A história da humanidade regista, em diferentes épocas ao longo dos séculos, momentos de grande crise e também de regeneração e de capacidade do homem se levantar e de fazer frente às adversidades. Os livros da Bíblia são, provavelmente, os que melhor nos relatam estes avanços e recuos da história humana porque, quando se trata de ultrapassar os desastres, não são só referidos os esforços humanos no combate às calamidades; eles narram a obra de Deus, aquilo que ele faz para recompor as coisas e sair das desgraças. Em cada página nos dizem que, por vezes, a destruição é justificada, mas não é nunca a ultima palavra de Deus, porque há salvação: o povo de Deus, aniquilado e desterrado na Babilónia, é libertado por Ciro, rei da Pérsia (1ª leitura). O amor e a misericórdia de Deus são tão grandes que, estando nós mortos pelo pecado, Ele nos restituiu à vida em Cristo (2ª leitura). Este Jesus não veio para condenar, mas para salvar. Quem caminha na luz com Ele, salva-se; só se condena quem O rejeita e prefere caminhar nas trevas (Evangelho).

  1. Castigo e perdão

– A grande mensagem de Jesus Cristo foi, sem dúvida, o amor sem limites que se traduz na misericórdia de Deus… Não foi fácil, e não é ainda, a aceitação desta proposta porque os nossos critérios de restabelecimento da justiça esbarram com os critérios de Deus…
– No Antigo Testamento (ouvimos a leitura do segundo livro das Crónicas a fazer um balanço histórico do comportamento do povo e da resposta de Deus) o equilíbrio entre a inevitabilidade do castigo e o amor de Deus, nem sempre permitiu pôr em evidência a soberania do amor, embora sem o amor de Deus e o Seu perdão o povo não tivesse subsistido…
– O texto da 1ª leitura de hoje interpreta os acontecimentos como resultado das infidelidades e do castigo divino: “eles escarneciam dos mensageiros de Deus, desprezavam as suas palavras e riam-se dos profetas, a tal ponto que deixou de haver remédio, perante a indignação do Senhor contra o seu povo…” Estas são palavras duras, que, se calhar, muita gente partilharia hoje porque entende que Deus não pode ficar indiferente, de braços cruzados a contemplar o que se passa e aceitar as injustiças… Assim pensaram alguns autores bíblicos: para eles, o Deus fiel não podia pactuar com a infidelidade e o mal e, por isso, houve castigos…
– Estas respostas até serviram durante alguns períodos da história bíblica para explicar os acontecimentos negativos e, porventura, hoje ainda encaixam nalgumas mentalidades religiosas…

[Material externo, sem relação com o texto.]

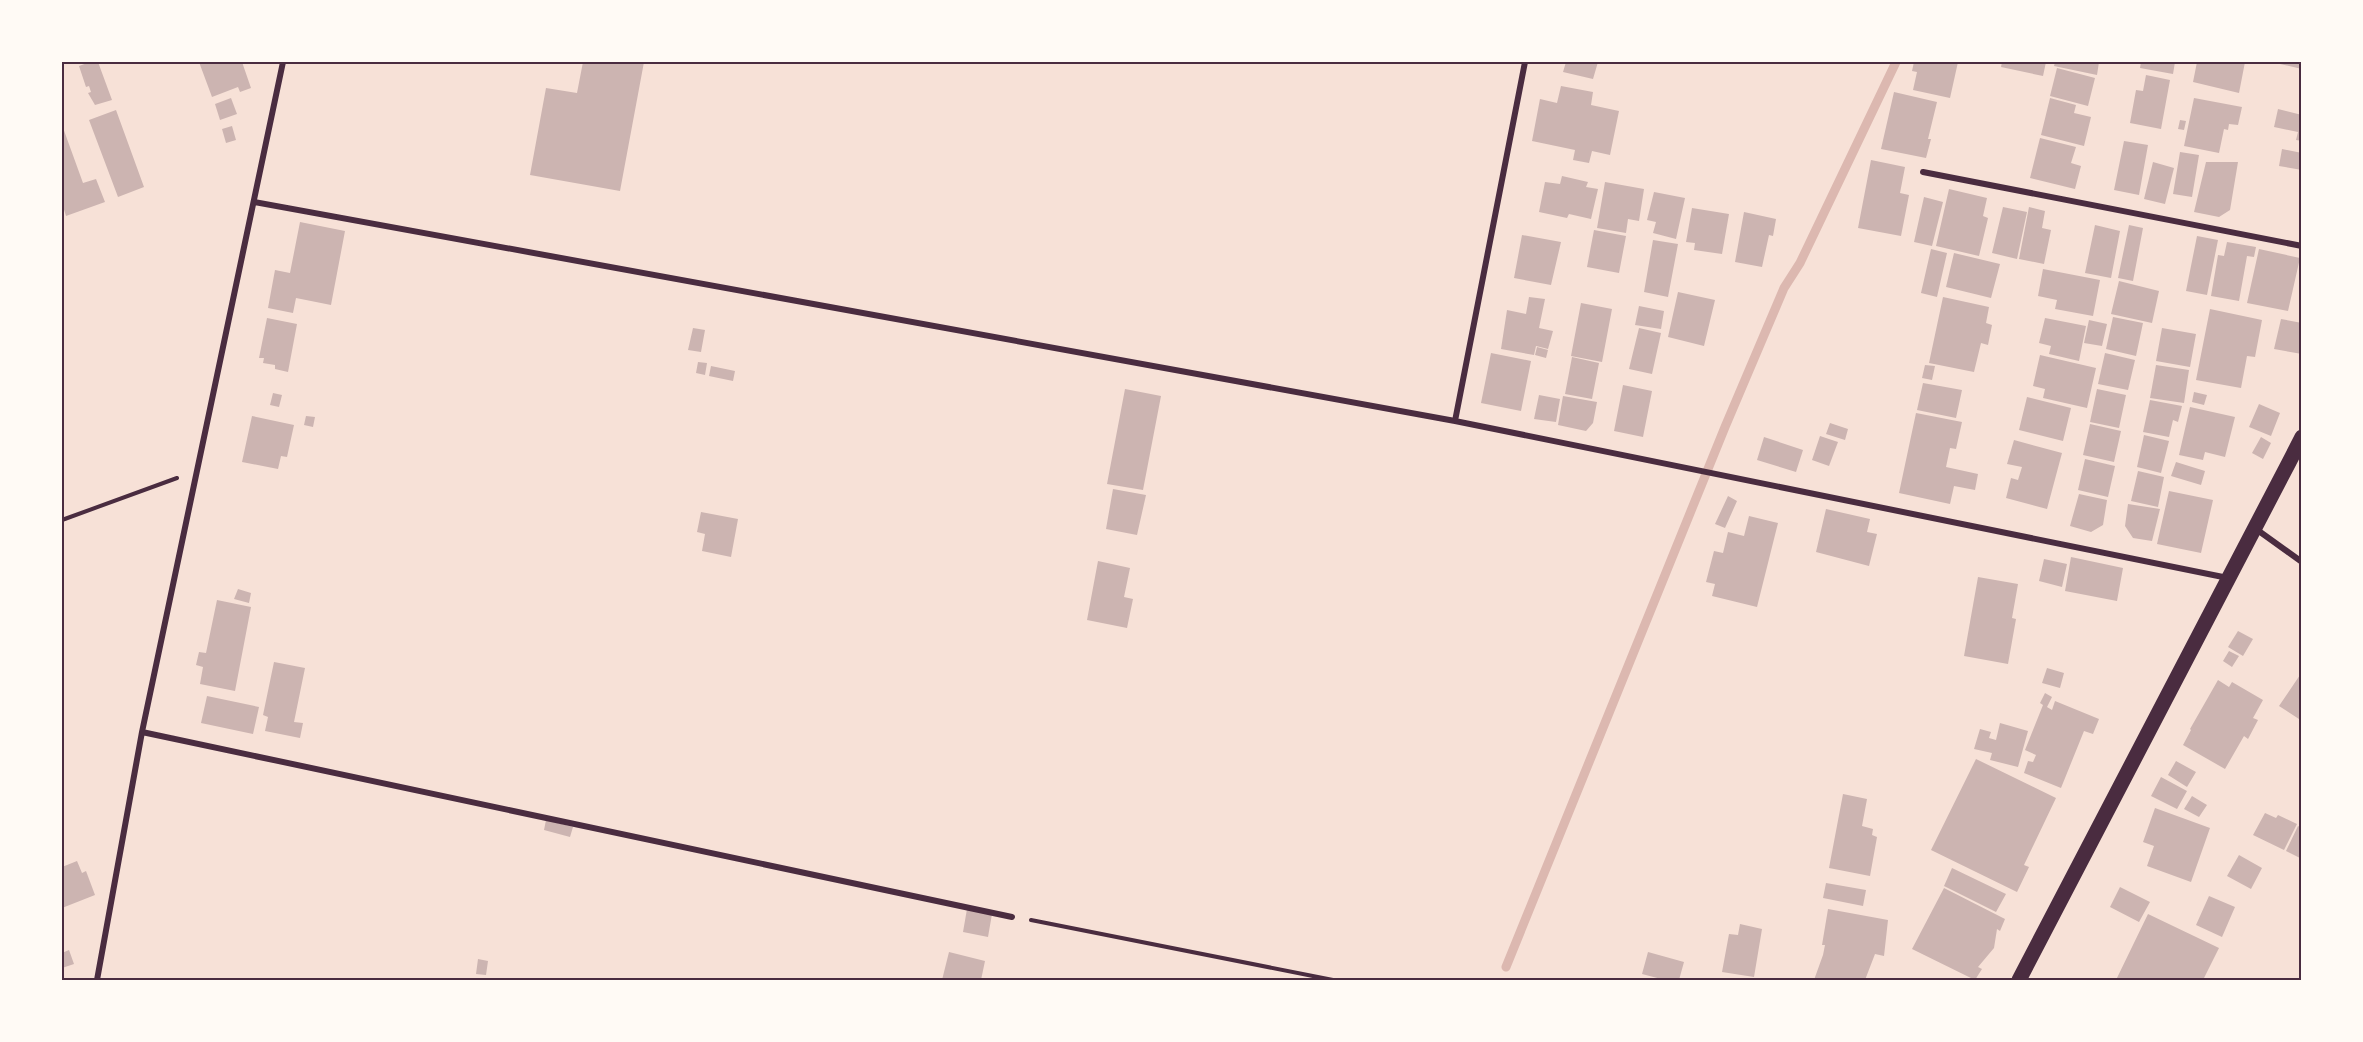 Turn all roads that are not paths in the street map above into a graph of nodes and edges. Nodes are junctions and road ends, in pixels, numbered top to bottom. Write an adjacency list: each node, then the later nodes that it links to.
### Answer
1 (284, 62): 4 (street)
2 (1525, 62): 6 (street)
3 (1923, 172): 5 (street)
4 (254, 202): 6 (street); 11 (street)
5 (2301, 246)
6 (1455, 421): 10 (street)
7 (2301, 437): 8 (main road)
8 (2255, 529): 9 (street); 10 (main road)
9 (2301, 562)
10 (2230, 578): 14 (main road)
11 (142, 732): 12 (street); 13 (street)
12 (1012, 917)
13 (97, 981)
14 (2019, 981)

  1. É preciso procurar sempre

– Com Jesus, esta forma de pensar é ultrapassada e as coisas tornam-se muito mais claras. No Evangelho de S. João lemos, em vários lugares, como alguns judeus se opuseram a Jesus e se mantiveram nos seus esquemas religiosos. Mas, entre eles, também havia homens como Nicodemos, um dos chefes, que manifestaram abertura às palavras e aos sinais de Jesus. No meio das incertezas da noite (ele vem de noite!) procura captar o sentido dos sinais e a autoridade de Jesus: veio ter com Ele e reconheceu-O como Mestre…
– Jesus aprecia o seu gesto mas adverte-o dizendo-lhe que é preciso nascer de novo (Jo 3,3), mudar a forma de pensar e abrir o coração à obra de Deus… E depois indica-lhe um sinal: “assim como Moisés elevou a serpente no deserto, assim também deve ser elevado o Filho do Homem”… A questão tem a ver com o sentido da vida e o que vai no coração do homem: a fé ou a descrença; há quem acredite e quem não acredite…
– É evidente que o sinal orienta para a cruz na qual é levantado o Filho do Homem: Ele “fez-se pecado”, “assume o veneno da serpente”, para que, de onde veio o mal, surja agora o remédio…
– É preciso ver o pecado para sair dele… Mas quem não levanta os olhos para ver Jesus na cruz permanece no caminho da morte e de uma história sem saída…
– A entrega de Jesus até à cruz é a expressão ao mesmo tempo da debilidade e da imensa ternura de Deus… “ Deus amou tanto o mundo que lhe entregou o Seu Filho Unigénito”. A iniciativa é de Deus, que ama a todos, a humanidade inteira e o mundo em que vivemos…É preciso dizer com toda a clareza: o Deus da ternura e da misericórdia é que é o Deus do Evangelho… A força de Deus não está na sua indignação e nos gestos de castigo, mas na entrega para salvar os homens, no perdão, no amor e na ternura…
– Há que passar de uma cultura religiosa e de uma certa piedade que se baseia no “medo de Deus, porque Ele castiga” para o reconhecimento da “ternura de Deus” que consiste em esforçar-se por “realizar obras segundo Deus”… Recorde-se o que diz o Evangelho: “todo aquele que pratica más acções odeia a luz e não se aproxima dela… Mas quem pratica a verdade aproxima-se da luz, para que as suas obras sejam manifestas, pois são feitas em Deus”…

  1. A nossa missão

– É nossa responsabilidade acolher a luz e caminhar no dia, sabendo que, ao nosso lado, pode haver quem prefira caminhar na noite…
– Em termos do Evangelho de João a nossa missão é acreditar que Jesus é o único salvador e que nos salvou por amor…
– Pergunta-se: qual é, efectivamente, a ideia que eu tenho da salvação que Jesus dá a todos? Dizemos que Ele é salvador, mas será que, verdadeiramente, sabemos em que consiste a salvação?…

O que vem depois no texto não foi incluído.